* [Problem to work on] Even the shortest line counts, so transcribe all the data exactly.

* [Excerpts from a dataset]
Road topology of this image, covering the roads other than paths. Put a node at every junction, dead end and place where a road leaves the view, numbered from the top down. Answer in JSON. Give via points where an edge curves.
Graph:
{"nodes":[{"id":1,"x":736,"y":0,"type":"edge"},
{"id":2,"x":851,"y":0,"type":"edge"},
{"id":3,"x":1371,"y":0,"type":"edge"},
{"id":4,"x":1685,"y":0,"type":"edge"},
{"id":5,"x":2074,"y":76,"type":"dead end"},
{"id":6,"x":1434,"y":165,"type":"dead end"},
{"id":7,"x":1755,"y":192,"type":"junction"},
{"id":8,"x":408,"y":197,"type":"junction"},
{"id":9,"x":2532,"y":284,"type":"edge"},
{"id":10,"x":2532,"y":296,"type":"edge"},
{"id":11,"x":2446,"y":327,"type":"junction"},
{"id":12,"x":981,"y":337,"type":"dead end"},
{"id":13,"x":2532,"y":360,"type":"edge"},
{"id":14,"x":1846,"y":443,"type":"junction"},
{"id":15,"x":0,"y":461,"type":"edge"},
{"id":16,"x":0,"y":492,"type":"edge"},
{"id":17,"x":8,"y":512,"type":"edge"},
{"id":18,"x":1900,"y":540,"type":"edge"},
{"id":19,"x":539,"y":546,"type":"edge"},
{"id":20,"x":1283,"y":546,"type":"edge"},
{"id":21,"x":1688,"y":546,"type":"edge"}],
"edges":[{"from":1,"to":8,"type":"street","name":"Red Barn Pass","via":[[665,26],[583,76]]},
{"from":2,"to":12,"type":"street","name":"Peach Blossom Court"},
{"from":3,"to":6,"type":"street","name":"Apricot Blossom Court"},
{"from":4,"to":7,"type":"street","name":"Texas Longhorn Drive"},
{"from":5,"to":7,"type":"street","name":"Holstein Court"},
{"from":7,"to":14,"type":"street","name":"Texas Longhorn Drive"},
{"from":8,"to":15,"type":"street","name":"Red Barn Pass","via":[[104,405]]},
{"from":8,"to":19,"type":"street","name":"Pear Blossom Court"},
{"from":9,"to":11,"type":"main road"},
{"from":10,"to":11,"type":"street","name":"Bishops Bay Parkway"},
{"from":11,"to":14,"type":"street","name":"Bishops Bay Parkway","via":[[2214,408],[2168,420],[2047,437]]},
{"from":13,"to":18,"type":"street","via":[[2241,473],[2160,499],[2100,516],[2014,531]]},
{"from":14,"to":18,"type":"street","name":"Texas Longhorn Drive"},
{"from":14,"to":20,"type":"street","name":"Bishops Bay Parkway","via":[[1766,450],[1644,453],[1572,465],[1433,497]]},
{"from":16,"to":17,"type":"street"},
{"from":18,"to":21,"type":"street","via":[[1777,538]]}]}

* [Result]
Road topology of this image, covering the roads other than paths. Put a node at every junction, dead end and place where a road leaves the view, numbered from the top down. Answer in JSON. Give via points where an edge curves.
Graph:
{"nodes":[{"id":1,"x":736,"y":0,"type":"edge"},
{"id":2,"x":851,"y":0,"type":"edge"},
{"id":3,"x":1371,"y":0,"type":"edge"},
{"id":4,"x":1685,"y":0,"type":"edge"},
{"id":5,"x":2074,"y":76,"type":"dead end"},
{"id":6,"x":1434,"y":165,"type":"dead end"},
{"id":7,"x":1755,"y":192,"type":"junction"},
{"id":8,"x":408,"y":197,"type":"junction"},
{"id":9,"x":2532,"y":284,"type":"edge"},
{"id":10,"x":2532,"y":296,"type":"edge"},
{"id":11,"x":2446,"y":327,"type":"junction"},
{"id":12,"x":981,"y":337,"type":"dead end"},
{"id":13,"x":2532,"y":360,"type":"edge"},
{"id":14,"x":1846,"y":443,"type":"junction"},
{"id":15,"x":0,"y":461,"type":"edge"},
{"id":16,"x":0,"y":492,"type":"edge"},
{"id":17,"x":8,"y":512,"type":"edge"},
{"id":18,"x":1900,"y":540,"type":"edge"},
{"id":19,"x":539,"y":546,"type":"edge"},
{"id":20,"x":1283,"y":546,"type":"edge"},
{"id":21,"x":1688,"y":546,"type":"edge"}],
"edges":[{"from":1,"to":8,"type":"street","name":"Red Barn Pass","via":[[665,26],[583,76]]},
{"from":2,"to":12,"type":"street","name":"Peach Blossom Court"},
{"from":3,"to":6,"type":"street","name":"Apricot Blossom Court"},
{"from":4,"to":7,"type":"street","name":"Texas Longhorn Drive"},
{"from":5,"to":7,"type":"street","name":"Holstein Court"},
{"from":7,"to":14,"type":"street","name":"Texas Longhorn Drive"},
{"from":8,"to":15,"type":"street","name":"Red Barn Pass","via":[[104,405]]},
{"from":8,"to":19,"type":"street","name":"Pear Blossom Court"},
{"from":9,"to":11,"type":"main road"},
{"from":10,"to":11,"type":"street","name":"Bishops Bay Parkway"},
{"from":11,"to":14,"type":"street","name":"Bishops Bay Parkway","via":[[2214,408],[2168,420],[2047,437]]},
{"from":13,"to":18,"type":"street","via":[[2241,473],[2160,499],[2100,516],[2014,531]]},
{"from":14,"to":18,"type":"street","name":"Texas Longhorn Drive"},
{"from":14,"to":20,"type":"street","name":"Bishops Bay Parkway","via":[[1766,450],[1644,453],[1572,465],[1433,497]]},
{"from":16,"to":17,"type":"street"},
{"from":18,"to":21,"type":"street","via":[[1777,538]]}]}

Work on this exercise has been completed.